• Data listing:
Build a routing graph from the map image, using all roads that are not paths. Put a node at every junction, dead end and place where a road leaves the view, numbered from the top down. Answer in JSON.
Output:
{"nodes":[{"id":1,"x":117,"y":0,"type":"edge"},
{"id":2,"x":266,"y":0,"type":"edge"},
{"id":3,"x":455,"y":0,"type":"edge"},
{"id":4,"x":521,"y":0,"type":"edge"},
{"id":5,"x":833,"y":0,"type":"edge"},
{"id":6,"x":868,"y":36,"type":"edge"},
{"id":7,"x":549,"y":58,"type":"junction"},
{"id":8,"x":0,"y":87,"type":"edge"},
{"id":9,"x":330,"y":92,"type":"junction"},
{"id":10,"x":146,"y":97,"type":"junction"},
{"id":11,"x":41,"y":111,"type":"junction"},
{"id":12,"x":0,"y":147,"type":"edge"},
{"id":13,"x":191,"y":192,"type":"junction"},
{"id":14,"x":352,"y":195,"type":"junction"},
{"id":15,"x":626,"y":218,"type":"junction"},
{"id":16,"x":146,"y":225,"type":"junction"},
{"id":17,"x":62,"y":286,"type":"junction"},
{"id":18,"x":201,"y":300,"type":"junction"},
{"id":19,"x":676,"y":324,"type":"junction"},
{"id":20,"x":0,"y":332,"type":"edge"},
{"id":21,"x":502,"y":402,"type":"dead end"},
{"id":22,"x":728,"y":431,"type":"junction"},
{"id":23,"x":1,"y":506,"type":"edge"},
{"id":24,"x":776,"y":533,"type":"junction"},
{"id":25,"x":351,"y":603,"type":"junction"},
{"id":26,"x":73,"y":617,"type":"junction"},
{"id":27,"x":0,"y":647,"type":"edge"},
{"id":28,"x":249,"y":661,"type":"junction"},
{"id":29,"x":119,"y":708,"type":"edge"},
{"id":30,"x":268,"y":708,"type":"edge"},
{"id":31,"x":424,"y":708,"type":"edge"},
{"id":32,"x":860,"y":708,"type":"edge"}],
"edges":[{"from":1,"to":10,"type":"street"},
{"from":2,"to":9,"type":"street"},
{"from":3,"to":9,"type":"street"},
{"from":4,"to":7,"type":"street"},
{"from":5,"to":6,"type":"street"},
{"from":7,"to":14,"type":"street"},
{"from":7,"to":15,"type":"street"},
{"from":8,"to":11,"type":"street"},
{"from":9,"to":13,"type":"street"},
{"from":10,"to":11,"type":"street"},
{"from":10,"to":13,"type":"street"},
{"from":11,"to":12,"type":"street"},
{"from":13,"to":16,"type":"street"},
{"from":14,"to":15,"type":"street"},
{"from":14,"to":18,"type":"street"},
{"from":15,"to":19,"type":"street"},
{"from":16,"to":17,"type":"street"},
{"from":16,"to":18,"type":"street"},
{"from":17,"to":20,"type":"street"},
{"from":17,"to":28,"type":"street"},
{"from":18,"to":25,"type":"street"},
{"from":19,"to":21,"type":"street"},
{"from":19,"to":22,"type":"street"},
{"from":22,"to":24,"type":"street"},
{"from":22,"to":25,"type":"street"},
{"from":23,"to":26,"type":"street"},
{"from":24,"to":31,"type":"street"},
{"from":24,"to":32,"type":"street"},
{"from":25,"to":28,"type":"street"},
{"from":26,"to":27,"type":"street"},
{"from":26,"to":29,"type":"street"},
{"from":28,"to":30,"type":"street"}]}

--

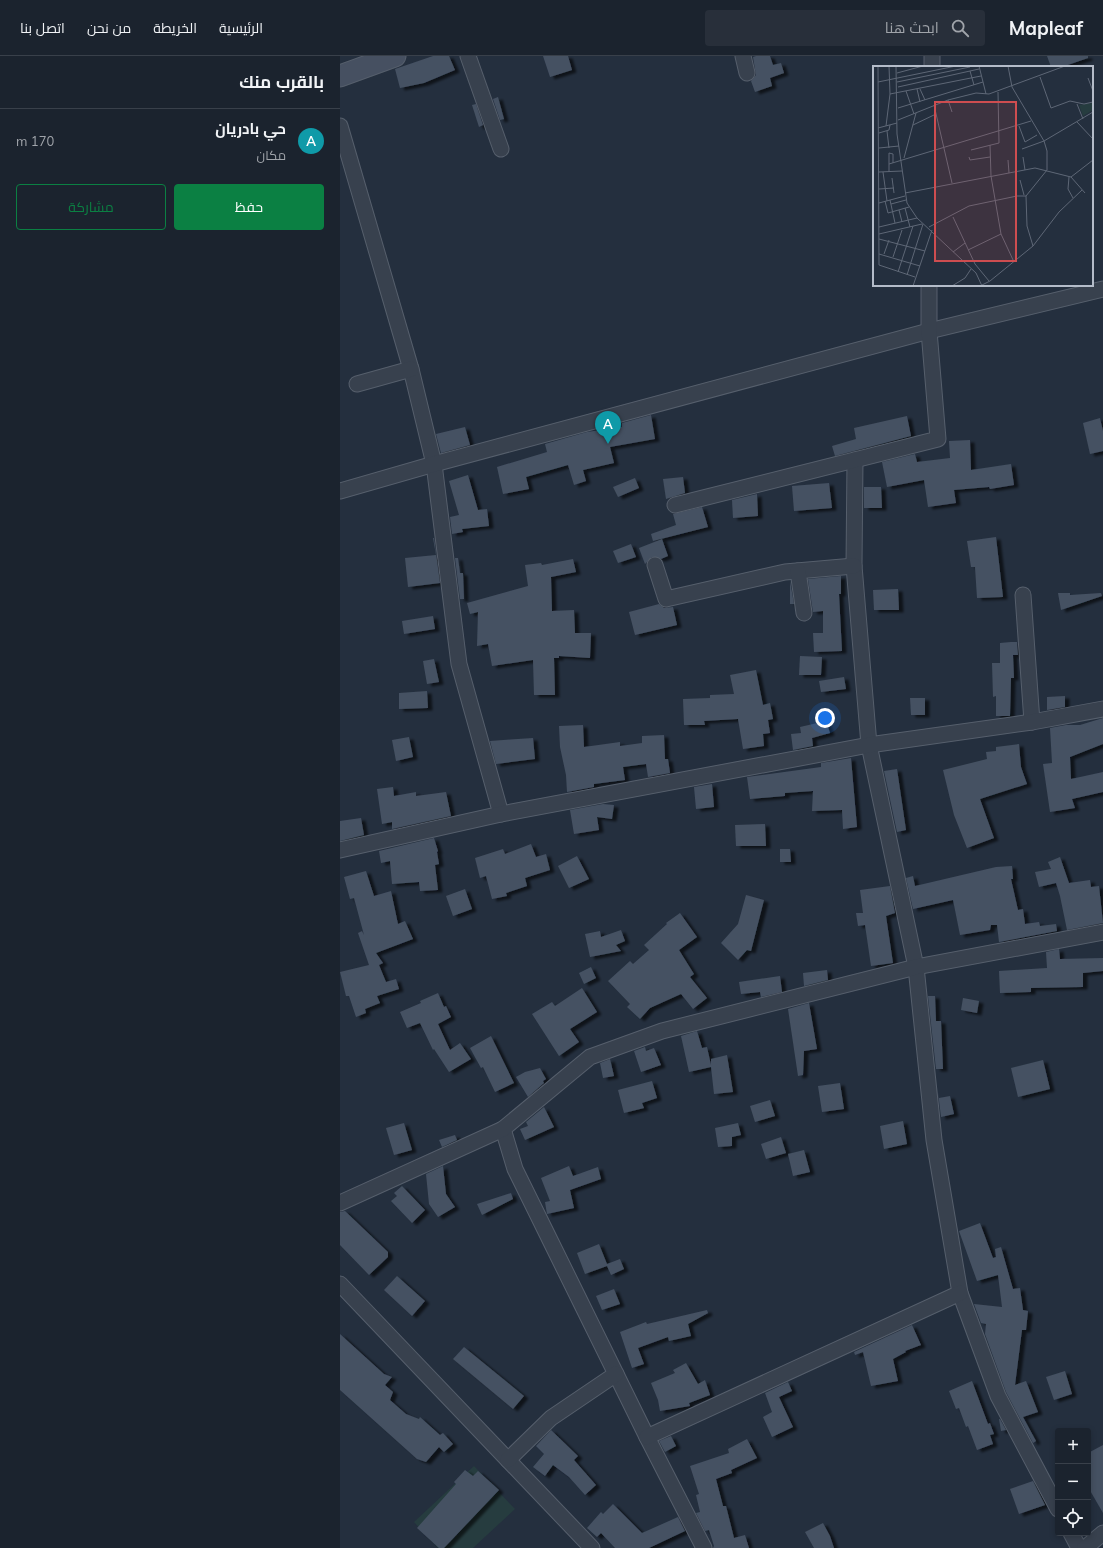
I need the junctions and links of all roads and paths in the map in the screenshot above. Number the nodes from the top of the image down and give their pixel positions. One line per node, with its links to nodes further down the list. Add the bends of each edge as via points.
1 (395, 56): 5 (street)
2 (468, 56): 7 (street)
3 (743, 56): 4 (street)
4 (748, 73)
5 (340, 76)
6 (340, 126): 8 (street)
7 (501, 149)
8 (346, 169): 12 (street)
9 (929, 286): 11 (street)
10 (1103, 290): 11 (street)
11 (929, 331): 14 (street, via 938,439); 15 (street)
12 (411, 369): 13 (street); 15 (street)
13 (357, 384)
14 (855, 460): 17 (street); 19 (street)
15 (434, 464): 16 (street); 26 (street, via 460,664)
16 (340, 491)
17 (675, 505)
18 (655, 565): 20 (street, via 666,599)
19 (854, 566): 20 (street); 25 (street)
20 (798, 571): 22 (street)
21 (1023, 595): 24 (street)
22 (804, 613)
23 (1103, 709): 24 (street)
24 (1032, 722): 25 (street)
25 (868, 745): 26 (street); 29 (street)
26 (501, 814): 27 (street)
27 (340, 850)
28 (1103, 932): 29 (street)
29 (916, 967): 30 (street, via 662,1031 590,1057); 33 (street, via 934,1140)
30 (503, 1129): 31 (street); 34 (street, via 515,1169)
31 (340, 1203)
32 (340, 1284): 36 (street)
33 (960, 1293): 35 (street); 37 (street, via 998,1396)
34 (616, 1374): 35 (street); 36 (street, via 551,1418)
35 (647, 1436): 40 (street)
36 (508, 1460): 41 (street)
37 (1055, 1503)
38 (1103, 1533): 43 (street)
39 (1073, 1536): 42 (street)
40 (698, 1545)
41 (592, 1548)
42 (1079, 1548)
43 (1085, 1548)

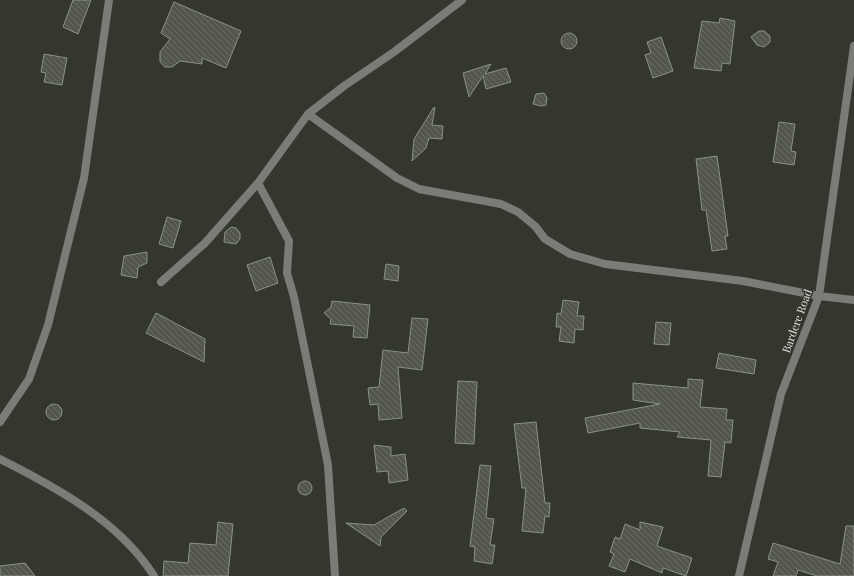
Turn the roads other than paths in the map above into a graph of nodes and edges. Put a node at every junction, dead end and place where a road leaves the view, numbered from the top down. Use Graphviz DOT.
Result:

• What is expected: Every line of the listing that holds "numbered" should be found and copied.

• Task solution:
Build a routing graph from the map image, using all roads that are not paths. Put a node at every junction, dead end and place where a road leaves the view, numbered from the top down. Answer in JSON.
Turn the roads other than paths in the map above into a graph of nodes and edges. Put a node at every junction, dead end and place where a road leaves the view, numbered from the top down. Use Graphviz DOT.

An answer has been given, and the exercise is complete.